(Saved entries)
□ □ □ □ □
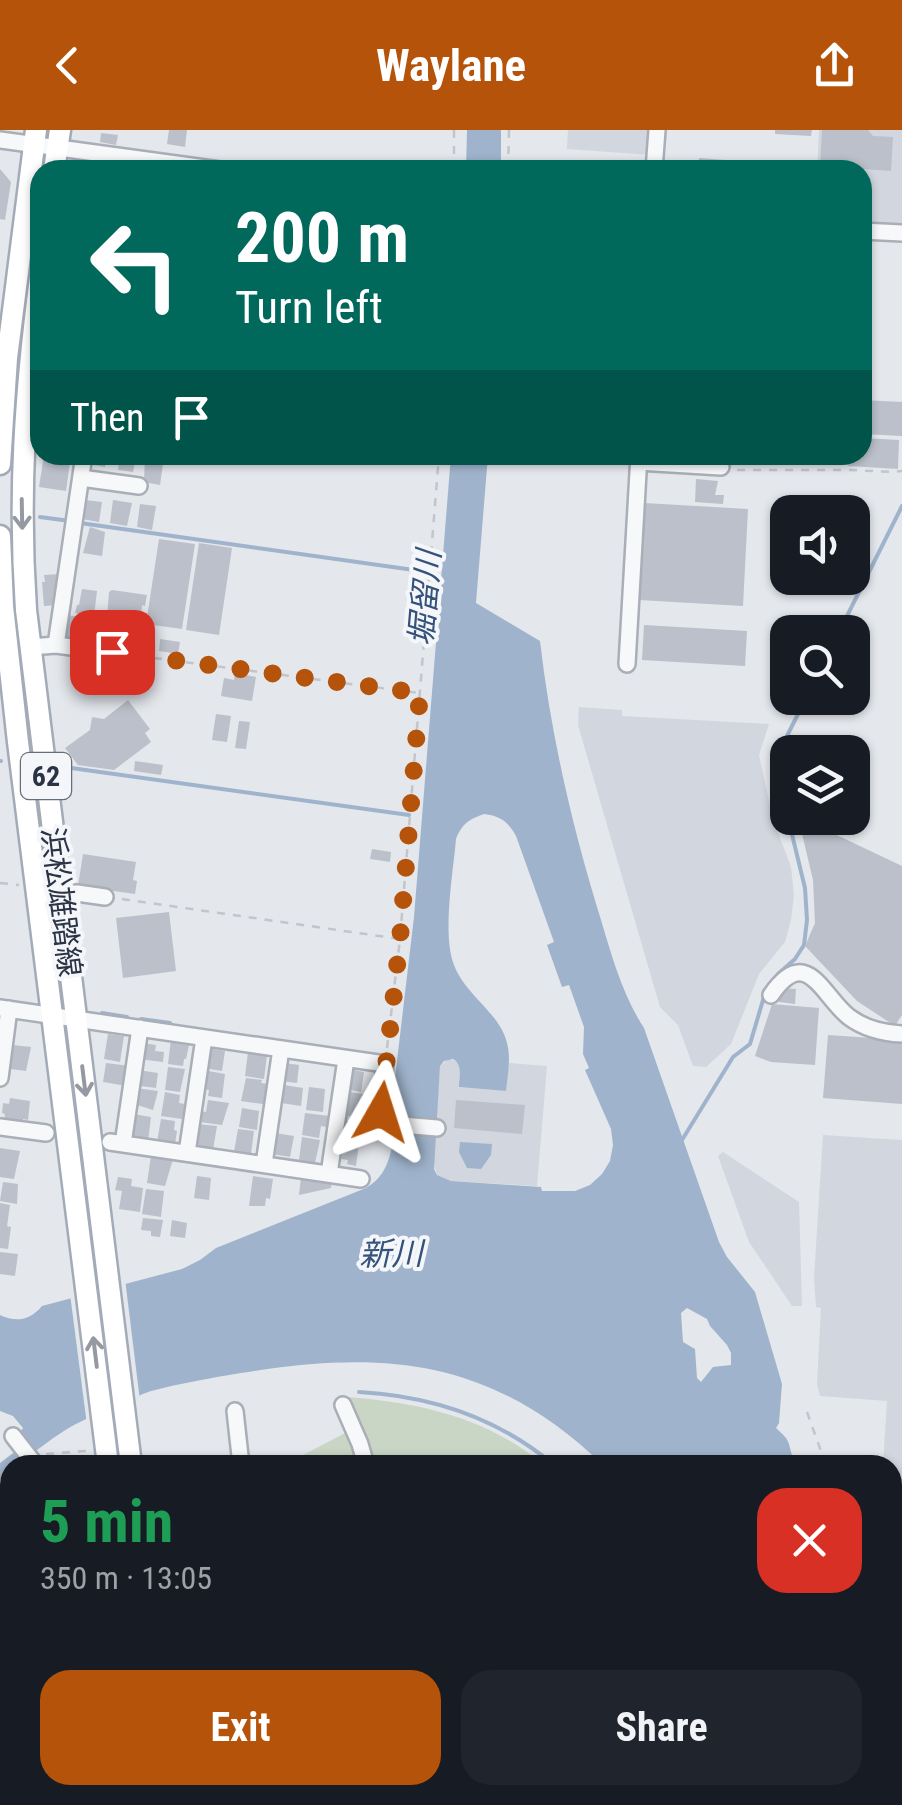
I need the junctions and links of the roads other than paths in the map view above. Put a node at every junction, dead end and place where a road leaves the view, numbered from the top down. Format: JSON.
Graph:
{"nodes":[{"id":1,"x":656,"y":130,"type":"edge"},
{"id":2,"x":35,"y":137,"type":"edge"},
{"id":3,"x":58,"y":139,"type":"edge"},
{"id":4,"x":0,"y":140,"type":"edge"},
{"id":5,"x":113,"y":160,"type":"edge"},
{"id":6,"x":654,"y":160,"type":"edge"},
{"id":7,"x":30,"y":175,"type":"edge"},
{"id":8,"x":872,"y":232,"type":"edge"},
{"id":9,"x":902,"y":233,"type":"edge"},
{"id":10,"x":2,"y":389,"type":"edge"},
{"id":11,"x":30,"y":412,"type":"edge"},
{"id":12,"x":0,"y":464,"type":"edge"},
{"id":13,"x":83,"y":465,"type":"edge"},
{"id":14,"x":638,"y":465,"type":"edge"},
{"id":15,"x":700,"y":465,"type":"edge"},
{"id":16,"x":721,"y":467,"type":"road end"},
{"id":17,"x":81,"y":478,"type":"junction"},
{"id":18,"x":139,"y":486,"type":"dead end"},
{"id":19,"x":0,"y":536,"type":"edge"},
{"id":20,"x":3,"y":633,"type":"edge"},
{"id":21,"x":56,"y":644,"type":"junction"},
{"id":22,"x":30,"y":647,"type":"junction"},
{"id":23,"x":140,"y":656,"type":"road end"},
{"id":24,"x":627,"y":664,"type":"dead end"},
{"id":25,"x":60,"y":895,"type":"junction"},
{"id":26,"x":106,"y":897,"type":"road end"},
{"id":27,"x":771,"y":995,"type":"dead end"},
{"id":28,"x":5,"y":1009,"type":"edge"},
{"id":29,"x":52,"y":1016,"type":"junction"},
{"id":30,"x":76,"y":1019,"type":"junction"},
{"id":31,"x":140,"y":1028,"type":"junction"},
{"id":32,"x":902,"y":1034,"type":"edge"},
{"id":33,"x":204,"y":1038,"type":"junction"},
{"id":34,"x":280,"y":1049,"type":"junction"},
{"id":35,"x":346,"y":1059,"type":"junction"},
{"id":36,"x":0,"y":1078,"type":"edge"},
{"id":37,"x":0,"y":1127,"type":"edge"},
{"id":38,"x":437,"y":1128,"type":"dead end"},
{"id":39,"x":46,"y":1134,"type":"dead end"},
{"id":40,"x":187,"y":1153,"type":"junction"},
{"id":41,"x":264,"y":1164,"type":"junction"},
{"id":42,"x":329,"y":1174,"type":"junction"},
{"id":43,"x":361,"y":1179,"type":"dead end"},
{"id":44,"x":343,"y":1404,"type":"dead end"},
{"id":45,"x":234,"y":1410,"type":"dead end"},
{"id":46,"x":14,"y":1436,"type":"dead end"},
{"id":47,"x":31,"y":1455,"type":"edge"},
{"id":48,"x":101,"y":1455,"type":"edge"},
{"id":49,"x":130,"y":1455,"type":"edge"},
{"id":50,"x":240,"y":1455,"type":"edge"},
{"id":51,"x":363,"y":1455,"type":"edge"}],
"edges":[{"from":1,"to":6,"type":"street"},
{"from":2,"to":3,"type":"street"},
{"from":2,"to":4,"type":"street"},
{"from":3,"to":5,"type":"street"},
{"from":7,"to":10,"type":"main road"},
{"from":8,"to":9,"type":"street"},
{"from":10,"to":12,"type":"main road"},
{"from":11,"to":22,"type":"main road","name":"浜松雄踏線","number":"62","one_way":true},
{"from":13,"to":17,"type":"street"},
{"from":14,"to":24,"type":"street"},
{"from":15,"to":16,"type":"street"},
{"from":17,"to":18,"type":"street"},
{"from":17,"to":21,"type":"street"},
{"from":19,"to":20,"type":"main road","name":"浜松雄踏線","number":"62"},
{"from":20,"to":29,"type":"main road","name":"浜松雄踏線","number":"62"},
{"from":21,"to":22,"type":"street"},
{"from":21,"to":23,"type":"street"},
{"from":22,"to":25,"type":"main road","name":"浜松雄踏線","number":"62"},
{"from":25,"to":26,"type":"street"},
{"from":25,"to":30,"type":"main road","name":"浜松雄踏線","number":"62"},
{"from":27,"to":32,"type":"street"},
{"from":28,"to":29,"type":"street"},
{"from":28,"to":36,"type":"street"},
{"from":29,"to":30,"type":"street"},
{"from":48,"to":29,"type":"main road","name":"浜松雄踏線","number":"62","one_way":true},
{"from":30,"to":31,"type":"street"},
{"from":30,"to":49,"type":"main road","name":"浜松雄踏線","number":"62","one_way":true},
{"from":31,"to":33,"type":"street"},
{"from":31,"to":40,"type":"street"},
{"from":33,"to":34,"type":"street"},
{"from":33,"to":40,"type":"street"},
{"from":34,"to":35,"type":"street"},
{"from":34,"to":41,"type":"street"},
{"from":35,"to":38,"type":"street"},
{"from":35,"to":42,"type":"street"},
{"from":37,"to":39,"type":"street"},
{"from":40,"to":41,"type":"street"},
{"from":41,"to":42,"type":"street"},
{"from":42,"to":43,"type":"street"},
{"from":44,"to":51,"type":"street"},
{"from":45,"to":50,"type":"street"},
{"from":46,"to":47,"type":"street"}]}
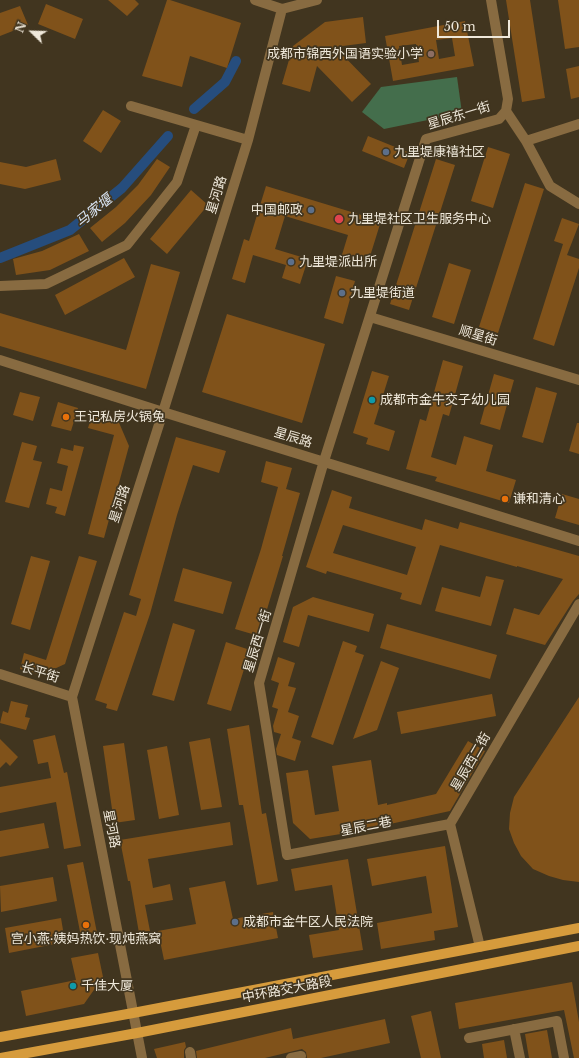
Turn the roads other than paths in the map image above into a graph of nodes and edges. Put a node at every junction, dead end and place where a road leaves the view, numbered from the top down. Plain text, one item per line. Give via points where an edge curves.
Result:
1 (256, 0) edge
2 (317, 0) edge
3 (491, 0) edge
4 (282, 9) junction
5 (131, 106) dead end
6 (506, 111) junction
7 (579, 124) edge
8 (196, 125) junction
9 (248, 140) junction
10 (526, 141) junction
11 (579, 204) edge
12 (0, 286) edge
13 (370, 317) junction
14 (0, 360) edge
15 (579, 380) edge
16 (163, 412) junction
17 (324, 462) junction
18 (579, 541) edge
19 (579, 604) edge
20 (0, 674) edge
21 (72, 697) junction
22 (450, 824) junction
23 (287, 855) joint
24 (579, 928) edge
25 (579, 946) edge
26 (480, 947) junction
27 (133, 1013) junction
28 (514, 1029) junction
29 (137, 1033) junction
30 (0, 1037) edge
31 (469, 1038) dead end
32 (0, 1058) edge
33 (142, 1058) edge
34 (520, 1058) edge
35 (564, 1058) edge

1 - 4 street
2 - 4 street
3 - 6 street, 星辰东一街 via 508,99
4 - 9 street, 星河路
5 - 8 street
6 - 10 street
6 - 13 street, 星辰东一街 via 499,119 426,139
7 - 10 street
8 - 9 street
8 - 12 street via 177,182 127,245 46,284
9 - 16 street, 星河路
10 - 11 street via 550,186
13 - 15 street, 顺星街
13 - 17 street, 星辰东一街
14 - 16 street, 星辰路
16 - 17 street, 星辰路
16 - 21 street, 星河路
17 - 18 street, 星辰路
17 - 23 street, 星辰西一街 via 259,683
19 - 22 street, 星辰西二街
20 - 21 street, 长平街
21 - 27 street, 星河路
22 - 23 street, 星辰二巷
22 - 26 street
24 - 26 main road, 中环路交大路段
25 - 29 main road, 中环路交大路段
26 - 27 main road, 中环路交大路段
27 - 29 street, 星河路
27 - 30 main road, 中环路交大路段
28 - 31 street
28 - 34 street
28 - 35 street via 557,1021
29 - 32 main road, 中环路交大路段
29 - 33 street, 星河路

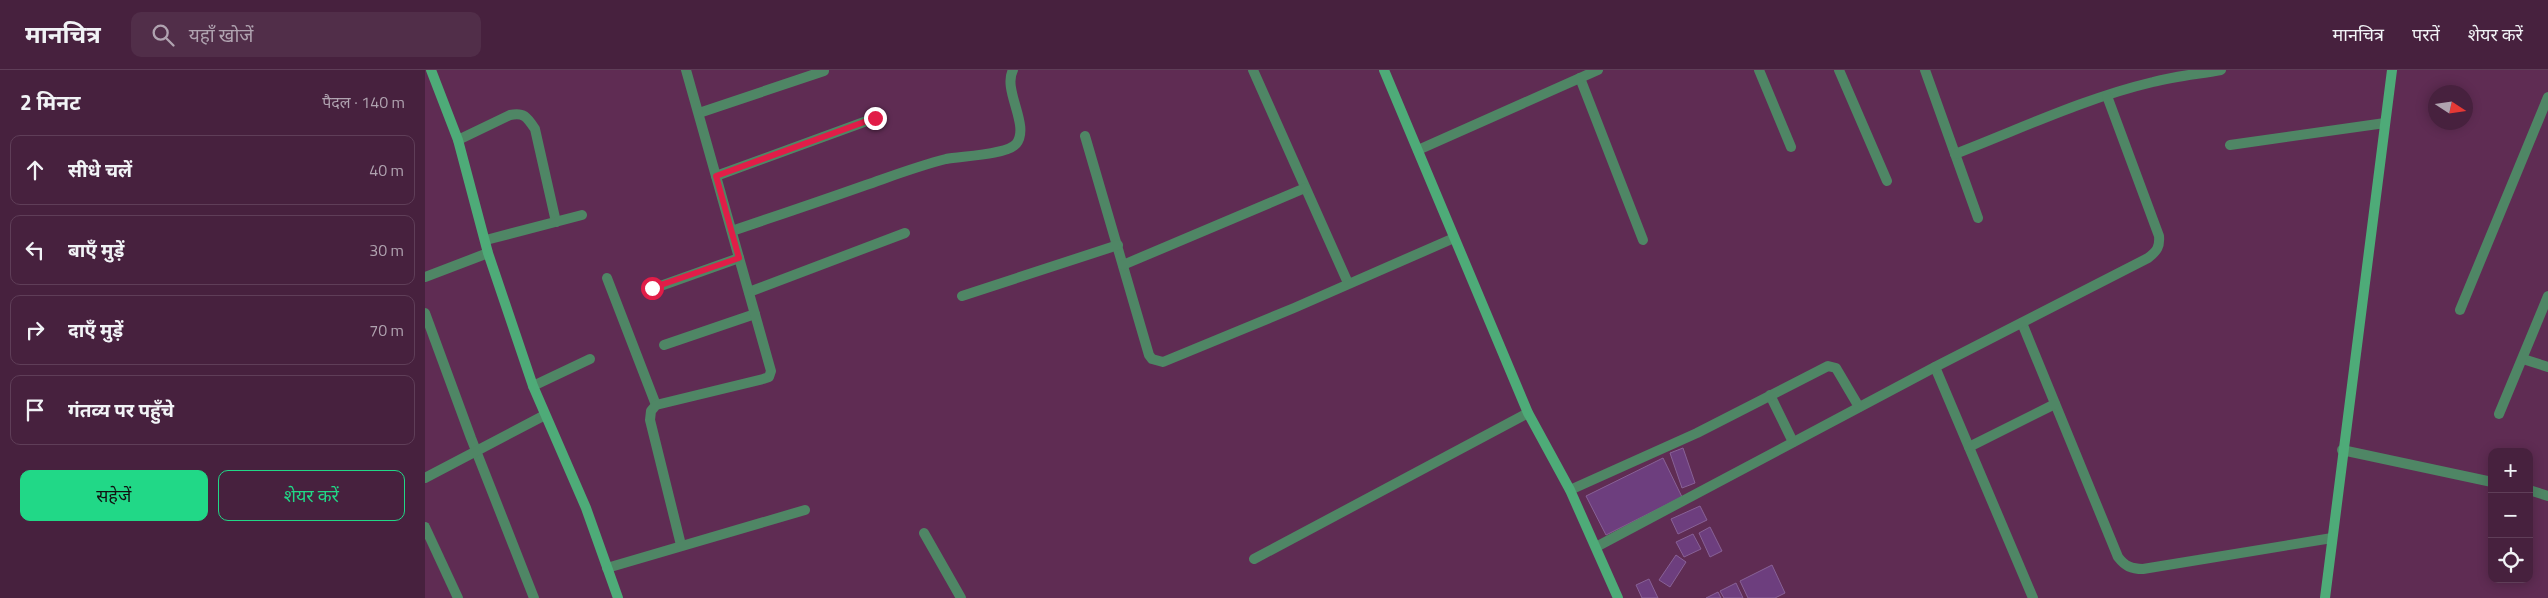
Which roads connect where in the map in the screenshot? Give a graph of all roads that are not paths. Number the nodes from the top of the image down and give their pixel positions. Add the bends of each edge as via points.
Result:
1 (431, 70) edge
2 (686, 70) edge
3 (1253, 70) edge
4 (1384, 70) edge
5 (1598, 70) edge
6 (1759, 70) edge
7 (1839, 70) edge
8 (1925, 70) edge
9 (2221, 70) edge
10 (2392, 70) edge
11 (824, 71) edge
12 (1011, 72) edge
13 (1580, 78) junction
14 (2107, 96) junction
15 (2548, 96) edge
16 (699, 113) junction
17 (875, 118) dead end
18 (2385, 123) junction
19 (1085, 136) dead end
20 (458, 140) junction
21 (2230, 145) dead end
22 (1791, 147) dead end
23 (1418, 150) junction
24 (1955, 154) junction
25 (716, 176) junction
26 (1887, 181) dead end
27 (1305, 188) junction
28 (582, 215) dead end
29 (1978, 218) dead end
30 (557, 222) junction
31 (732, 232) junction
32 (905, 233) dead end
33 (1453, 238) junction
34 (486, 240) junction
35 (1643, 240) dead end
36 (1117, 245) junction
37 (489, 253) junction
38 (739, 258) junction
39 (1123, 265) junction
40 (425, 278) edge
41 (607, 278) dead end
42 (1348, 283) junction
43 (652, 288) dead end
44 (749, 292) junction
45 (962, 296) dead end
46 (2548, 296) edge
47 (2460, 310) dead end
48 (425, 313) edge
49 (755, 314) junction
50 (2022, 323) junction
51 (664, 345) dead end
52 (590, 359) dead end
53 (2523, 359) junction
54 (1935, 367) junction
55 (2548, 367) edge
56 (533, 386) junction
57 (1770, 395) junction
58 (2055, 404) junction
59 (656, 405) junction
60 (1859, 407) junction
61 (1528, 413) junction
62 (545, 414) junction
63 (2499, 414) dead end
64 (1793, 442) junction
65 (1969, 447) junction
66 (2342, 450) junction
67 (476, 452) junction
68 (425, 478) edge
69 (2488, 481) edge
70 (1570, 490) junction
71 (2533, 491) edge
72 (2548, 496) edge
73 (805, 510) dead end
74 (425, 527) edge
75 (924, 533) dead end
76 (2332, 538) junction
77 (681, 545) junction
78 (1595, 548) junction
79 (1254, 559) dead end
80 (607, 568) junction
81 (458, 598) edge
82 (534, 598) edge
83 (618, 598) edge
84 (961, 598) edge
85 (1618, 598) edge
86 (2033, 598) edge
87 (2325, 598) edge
□ □ □ □ □
What you should do: If a line in the data above contains "Give", return that line.

Expected answer:
Turn the roads other than paths in the map image above into a graph of nodes and edges. Put a node at every junction, dead end and place where a road leaves the view, numbered from the top down. Plain text, one item per line. Give via points where an edge curves.
Which roads connect where in the map in the screenshot? Give a graph of all roads that are not paths. Number the nodes from the top of the image down and give their pixel positions. Add the bends of each edge as via points.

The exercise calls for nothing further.